# [Dataset extract]
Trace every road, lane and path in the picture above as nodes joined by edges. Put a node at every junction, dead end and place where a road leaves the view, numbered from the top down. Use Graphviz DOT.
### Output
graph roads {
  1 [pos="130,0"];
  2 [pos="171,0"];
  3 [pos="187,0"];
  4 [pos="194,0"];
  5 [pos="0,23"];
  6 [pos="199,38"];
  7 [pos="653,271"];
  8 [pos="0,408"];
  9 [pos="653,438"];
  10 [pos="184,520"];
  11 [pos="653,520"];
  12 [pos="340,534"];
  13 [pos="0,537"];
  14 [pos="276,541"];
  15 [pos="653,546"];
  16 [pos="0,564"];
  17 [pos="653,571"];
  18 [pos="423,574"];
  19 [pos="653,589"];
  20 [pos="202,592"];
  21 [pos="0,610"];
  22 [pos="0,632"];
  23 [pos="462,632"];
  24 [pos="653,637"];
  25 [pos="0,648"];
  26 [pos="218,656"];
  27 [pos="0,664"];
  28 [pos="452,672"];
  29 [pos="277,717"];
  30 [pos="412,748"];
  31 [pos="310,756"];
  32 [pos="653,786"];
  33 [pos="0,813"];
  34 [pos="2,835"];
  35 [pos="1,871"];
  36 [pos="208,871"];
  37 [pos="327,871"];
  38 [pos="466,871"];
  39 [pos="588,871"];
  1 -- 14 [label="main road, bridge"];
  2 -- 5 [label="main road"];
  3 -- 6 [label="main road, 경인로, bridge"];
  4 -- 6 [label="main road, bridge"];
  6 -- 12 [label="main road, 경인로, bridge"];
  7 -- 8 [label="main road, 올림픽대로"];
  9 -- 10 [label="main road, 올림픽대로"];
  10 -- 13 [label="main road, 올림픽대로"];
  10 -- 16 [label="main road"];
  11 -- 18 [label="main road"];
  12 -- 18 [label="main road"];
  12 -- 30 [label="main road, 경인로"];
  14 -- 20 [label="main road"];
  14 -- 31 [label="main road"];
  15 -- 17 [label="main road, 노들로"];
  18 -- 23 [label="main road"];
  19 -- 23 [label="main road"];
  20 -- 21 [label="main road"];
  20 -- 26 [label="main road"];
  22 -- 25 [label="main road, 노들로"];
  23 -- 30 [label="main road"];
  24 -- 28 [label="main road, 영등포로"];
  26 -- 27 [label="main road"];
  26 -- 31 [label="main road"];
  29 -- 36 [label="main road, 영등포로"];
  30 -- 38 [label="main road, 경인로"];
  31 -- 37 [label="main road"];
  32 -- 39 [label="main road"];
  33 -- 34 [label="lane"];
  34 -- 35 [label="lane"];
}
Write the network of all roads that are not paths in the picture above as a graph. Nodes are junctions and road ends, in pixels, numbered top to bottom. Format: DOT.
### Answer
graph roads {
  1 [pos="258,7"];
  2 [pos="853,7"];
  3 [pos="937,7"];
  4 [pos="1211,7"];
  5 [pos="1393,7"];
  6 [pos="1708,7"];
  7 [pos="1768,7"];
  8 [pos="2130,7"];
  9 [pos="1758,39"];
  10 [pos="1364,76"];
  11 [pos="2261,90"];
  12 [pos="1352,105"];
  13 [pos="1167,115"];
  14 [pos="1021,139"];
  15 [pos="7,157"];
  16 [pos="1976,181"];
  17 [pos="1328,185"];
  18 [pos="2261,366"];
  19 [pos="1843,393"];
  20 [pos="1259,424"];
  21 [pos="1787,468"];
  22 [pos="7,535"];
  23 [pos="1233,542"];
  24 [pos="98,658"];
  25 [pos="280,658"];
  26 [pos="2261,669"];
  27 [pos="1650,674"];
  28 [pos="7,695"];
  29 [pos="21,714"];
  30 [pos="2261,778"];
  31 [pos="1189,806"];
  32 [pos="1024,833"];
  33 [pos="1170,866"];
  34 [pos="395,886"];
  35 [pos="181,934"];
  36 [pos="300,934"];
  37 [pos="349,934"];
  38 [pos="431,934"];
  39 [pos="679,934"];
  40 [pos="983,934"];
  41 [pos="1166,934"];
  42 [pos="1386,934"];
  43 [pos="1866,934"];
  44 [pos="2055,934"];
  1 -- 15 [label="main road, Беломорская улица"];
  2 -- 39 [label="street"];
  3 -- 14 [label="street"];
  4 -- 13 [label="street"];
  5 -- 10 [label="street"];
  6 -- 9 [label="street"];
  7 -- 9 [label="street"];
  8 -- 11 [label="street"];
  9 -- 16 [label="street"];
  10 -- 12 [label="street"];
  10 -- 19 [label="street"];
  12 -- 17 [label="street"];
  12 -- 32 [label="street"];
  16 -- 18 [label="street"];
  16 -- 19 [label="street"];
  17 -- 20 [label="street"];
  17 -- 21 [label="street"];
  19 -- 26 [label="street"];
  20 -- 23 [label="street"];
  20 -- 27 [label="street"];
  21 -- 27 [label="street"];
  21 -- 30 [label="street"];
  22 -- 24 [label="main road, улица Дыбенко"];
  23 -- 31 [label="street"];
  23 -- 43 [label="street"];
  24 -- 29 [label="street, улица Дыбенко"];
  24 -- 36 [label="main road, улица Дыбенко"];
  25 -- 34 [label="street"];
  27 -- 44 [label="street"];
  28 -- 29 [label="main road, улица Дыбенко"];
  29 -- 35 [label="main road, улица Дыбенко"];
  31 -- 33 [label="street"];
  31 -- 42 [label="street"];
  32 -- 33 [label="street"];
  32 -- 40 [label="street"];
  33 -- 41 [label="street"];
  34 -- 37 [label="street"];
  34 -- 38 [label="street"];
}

# [Work task]
Count every line in the records that holds "улица" and give that count by itself.

# [Solution for this task]
6